Merci pour vos réponses, courtoises bien sûr…
C’est ce qui nous est arrivé hier au soir au Lapin »
Tout au long de la journée les commentaires ont chauffé : 43 en tout avec des réponses croisées. Dans l’ensemble ce fut, à quelques exceptions notables, courtois.
Cependant dans les pros et les antis vins nus je sentais une réelle envie d’en découdre, d’excommunier, d’exclure et surtout une absence réelle de politesse sous prétexte d’une pratique d’un humour un peu lourd très en cour sur Face de Bouc.
Alors je me suis souvenu d’André Comte-Sponville qui eut il y a une quinzaine d’année une grande notoriété avec notamment son « Petit traité des grandes vertus » ce qui lui valut des volées de bois vert de Pierre Marcelle, journaliste à Libération, qui juge les propositions de Comte-Sponville « indigentes » et ses propos « venteux » que son « omniprésence de penseur consensuel est censée légitimer. Jacques Bouveresse, philosophe français, ne lui conteste pas son statut de philosophe mais lui reproche de faire partie de ces confrères contemporains devenus des « obligés du pouvoir ».

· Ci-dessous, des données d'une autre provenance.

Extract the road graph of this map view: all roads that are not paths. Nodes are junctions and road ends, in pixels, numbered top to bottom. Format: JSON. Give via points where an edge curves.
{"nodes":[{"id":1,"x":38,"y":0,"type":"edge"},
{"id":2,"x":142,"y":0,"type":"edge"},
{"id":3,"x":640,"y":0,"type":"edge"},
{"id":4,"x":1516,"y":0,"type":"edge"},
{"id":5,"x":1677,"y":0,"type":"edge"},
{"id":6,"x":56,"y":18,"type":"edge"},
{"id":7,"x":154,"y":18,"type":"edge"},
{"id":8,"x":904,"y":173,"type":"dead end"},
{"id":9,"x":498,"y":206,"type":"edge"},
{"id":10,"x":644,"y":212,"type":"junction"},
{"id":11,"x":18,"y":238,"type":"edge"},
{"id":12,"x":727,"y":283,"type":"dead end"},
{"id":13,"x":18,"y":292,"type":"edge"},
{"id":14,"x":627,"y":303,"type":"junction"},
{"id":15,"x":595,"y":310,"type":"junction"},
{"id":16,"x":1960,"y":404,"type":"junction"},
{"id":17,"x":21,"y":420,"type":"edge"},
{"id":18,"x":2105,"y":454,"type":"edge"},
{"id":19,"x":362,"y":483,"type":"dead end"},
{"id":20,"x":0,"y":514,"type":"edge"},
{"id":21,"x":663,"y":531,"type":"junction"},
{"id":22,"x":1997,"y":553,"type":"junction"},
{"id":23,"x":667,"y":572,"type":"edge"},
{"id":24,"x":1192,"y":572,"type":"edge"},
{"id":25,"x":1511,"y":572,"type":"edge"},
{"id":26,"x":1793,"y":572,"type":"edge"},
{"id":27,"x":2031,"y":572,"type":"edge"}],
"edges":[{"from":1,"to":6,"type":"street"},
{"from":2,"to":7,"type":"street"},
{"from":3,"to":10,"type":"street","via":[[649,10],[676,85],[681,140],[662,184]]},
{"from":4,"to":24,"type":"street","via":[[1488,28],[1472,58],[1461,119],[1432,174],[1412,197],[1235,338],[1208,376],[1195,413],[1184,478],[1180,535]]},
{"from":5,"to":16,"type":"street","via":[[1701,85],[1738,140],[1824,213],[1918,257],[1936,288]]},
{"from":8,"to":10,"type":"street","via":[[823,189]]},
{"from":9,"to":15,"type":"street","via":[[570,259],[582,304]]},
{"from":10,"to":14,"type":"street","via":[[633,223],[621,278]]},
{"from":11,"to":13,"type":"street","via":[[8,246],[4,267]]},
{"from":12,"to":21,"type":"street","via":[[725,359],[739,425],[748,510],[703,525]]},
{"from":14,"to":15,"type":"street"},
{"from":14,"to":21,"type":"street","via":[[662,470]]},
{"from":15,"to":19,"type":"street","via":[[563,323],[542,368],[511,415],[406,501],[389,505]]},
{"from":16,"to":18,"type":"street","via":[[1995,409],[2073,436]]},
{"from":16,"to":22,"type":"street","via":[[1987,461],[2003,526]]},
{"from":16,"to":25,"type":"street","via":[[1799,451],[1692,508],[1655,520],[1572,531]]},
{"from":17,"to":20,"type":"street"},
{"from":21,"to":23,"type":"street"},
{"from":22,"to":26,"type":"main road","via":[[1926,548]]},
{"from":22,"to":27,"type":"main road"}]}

« Politesse », par André Comte-Sponville
Après vous. » Dans cette formule de politesse, Levinas voyait l’essentiel de la morale. On comprend pourquoi : c’est mettre l’égoïsme à distance et court-circuiter la violence par le respect. Tant que ce n’est que politesse, l’égoïsme reste pourtant inentamé ; le respect, presque toujours, n’est que feint. Peu importe. La violence n’en est pas moins évitée, ou plutôt elle ne l’est que mieux (s’il fallait respecter vraiment pour la faire disparaître, quelle violence presque partout !).
C’est dire, sur la politesse, l’essentiel : qu’elle n’est que l’apparence d’une vertu, pour cela aussi socialement nécessaire qu’individuellement insuffisante.
Positivité de l’apparence. Être poli, c’est agir comme si l’on était vertueux : c’est faire semblant de respecter (« Pardon », «S’il vous plaît », « Je vous en prie »…), de s’intéresser (« Comment allez-vous ? »), de ressentir de la gratitude (« Merci »), de la compassion («Mes condoléances »), de la miséricorde (« Ce n’est rien »), voire d’être généreux ou désintéressé (« Après vous »)…
Ce n’est pas inutile. Ce n’est pas rien. C’est ainsi que les enfants ont une chance de devenir vertueux, en imitant les vertus qu’ils n’ont pas encore. Et que les adultes peuvent se faire pardonner de l’être si peu.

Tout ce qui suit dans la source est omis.